Abstracts

Rationale: Infantile spasms, whose main cause is malformations of cortical development (MCDs), is a destructive epileptic encephalopathy that occurs in infancy. However, the pathogenesis remain unclear, and symptomatic treatment is mostly used. We explored a treatment based on molecular changes using the infant rats with MAM-induced MCD.

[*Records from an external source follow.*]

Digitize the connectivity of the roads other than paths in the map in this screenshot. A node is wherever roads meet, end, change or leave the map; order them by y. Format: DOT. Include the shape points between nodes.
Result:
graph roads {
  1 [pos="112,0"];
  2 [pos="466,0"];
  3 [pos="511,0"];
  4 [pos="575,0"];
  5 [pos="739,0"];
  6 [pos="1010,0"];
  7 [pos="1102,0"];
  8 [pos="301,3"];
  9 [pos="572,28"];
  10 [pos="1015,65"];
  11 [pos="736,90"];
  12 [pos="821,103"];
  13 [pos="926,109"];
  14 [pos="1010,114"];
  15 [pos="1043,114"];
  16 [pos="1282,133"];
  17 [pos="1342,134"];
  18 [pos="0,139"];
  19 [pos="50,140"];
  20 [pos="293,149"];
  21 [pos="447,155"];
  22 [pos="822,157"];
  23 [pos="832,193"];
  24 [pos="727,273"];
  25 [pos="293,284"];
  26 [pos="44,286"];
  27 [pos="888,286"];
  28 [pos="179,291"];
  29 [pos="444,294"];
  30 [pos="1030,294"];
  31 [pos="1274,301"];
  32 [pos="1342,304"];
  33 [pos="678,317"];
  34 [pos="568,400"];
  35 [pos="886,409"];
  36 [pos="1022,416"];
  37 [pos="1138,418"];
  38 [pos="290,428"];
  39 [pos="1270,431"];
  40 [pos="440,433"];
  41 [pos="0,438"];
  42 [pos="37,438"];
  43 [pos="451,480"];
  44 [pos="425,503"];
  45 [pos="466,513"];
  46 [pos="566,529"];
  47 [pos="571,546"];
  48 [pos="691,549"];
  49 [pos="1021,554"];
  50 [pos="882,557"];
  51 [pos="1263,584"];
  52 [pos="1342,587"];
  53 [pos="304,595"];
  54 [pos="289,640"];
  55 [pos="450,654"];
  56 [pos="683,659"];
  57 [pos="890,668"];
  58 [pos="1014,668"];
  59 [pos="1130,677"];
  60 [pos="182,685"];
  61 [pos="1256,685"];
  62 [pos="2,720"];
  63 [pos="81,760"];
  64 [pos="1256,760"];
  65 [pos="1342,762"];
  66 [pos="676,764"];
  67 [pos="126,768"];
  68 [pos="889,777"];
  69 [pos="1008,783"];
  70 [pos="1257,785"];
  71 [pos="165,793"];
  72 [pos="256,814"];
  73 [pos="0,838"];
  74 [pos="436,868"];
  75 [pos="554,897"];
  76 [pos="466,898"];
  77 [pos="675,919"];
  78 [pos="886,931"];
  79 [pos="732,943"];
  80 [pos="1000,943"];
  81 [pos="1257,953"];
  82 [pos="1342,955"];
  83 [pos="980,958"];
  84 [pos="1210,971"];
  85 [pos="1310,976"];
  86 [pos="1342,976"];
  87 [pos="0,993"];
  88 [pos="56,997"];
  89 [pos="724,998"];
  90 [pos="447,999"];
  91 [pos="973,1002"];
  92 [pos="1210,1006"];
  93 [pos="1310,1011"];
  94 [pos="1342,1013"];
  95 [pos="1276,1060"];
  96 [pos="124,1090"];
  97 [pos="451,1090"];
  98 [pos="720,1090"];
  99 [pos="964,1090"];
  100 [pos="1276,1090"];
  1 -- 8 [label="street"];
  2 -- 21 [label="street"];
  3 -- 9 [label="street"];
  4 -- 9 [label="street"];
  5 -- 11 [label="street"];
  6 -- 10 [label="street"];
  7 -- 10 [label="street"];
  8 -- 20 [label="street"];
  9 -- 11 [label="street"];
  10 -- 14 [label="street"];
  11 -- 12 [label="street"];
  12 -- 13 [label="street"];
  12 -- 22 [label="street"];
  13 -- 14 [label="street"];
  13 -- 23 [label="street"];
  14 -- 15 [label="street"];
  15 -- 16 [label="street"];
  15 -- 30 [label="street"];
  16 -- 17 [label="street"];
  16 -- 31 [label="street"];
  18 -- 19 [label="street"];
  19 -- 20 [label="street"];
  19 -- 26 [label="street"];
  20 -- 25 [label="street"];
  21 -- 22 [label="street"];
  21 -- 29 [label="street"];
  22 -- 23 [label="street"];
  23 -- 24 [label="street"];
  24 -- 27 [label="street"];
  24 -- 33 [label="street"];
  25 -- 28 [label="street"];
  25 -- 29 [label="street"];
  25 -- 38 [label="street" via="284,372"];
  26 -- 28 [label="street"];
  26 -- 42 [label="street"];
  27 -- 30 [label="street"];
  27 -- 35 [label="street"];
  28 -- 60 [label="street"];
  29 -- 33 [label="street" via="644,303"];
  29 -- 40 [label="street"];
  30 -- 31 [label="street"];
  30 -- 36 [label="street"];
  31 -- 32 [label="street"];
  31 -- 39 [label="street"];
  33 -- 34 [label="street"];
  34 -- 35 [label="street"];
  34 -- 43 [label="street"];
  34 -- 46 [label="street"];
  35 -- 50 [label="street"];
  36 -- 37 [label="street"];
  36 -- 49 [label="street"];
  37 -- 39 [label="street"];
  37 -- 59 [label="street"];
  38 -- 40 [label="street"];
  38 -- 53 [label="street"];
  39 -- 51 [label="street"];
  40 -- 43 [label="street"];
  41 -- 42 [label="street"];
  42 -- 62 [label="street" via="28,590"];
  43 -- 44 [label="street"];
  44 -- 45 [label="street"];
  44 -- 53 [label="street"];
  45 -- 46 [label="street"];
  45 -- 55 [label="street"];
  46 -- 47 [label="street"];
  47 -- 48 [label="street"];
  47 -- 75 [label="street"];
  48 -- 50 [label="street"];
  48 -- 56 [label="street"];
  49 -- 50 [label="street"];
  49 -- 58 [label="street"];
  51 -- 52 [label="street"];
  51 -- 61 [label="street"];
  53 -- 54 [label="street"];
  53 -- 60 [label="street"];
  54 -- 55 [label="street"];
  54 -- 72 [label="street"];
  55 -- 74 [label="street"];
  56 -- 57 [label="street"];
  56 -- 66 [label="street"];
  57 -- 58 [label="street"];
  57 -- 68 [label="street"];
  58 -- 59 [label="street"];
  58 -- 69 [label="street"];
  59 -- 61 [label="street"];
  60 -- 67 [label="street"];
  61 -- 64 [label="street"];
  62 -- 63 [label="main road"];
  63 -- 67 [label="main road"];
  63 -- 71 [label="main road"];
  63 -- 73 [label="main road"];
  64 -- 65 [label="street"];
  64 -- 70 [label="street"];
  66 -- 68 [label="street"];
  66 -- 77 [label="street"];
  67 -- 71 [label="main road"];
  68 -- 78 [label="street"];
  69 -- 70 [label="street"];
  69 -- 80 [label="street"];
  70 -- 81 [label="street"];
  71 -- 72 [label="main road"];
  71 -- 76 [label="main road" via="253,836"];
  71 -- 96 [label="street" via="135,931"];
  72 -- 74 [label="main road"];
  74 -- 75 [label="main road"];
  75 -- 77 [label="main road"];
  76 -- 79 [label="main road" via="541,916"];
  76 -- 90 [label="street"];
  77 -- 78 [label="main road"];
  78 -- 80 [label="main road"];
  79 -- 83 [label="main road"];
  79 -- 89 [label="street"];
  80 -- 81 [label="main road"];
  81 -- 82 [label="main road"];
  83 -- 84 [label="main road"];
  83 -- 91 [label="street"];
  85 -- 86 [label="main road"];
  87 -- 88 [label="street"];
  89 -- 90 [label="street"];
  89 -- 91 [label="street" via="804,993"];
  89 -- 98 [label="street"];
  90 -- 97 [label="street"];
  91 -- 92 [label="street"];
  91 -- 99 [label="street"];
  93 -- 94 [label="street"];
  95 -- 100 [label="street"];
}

Methods: At gestational day 15, two dosages of MAM (15mg/kg, i.p.) were injected to pregnant rats to produce MCD and normal saline to controls. The offspring were sacrificed in postnatal day 15 (P15) and their cortex were separated for proteomic analysis. Another set of prenatally MAM-exposed rats were pretreated with recombinant human IGF1 (rhIGF1, 0.5mg/kg/dose, P12 to P14 twice a day) and the number and latency to onset of spasms were monitored for 90 minutes after the NMDA (15mg/kg i.p.) injection at P15 or obtained cortical tissue to perform western blot.

Results: Using ingenuity pathway analysis based on proteome, significant activation of IGF-1 signaling pathway was found in rats with MAM-induced MCD compared to normal controls (-Log (P value) = 8.1, z-score = 1.789).

Prenatally MAM-exposed rats with 3days of rhIGF1 treatment (n = 17) showed delayed onset to tailing (p = 0.021), first spasms (p = 0.006) and full spasms (p = 0.002) and decreased number of spasms (p < 0.001) compared to vehicle treated controls (n = 18). IGF-1 pretreatment also resulted elevation AKT (p = 0.018) and decreased phospho-GSK3beta (p = 0.009) protein expressions at P15 rat cortex (n = 11, vehicle n = 9).